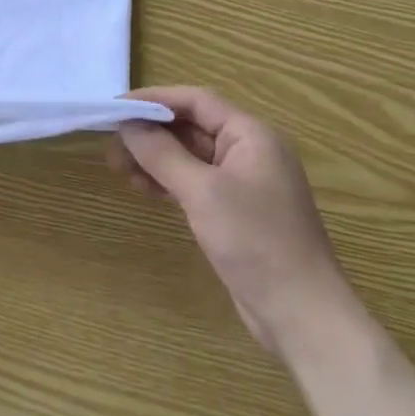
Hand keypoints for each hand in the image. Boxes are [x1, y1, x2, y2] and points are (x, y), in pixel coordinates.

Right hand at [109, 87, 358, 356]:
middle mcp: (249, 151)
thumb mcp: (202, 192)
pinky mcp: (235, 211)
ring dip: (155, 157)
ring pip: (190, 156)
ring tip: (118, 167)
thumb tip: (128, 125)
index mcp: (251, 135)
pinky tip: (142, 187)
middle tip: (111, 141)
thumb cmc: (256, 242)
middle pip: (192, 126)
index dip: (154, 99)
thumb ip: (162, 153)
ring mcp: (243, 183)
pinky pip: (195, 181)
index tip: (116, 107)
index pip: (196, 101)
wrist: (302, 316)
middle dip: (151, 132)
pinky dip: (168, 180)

...

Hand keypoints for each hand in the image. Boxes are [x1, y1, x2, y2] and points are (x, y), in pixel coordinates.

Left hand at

* [Task objective]:
In the listing above, count each line that holds the word "hand" and report the number alone.

* [Result of this task]:
4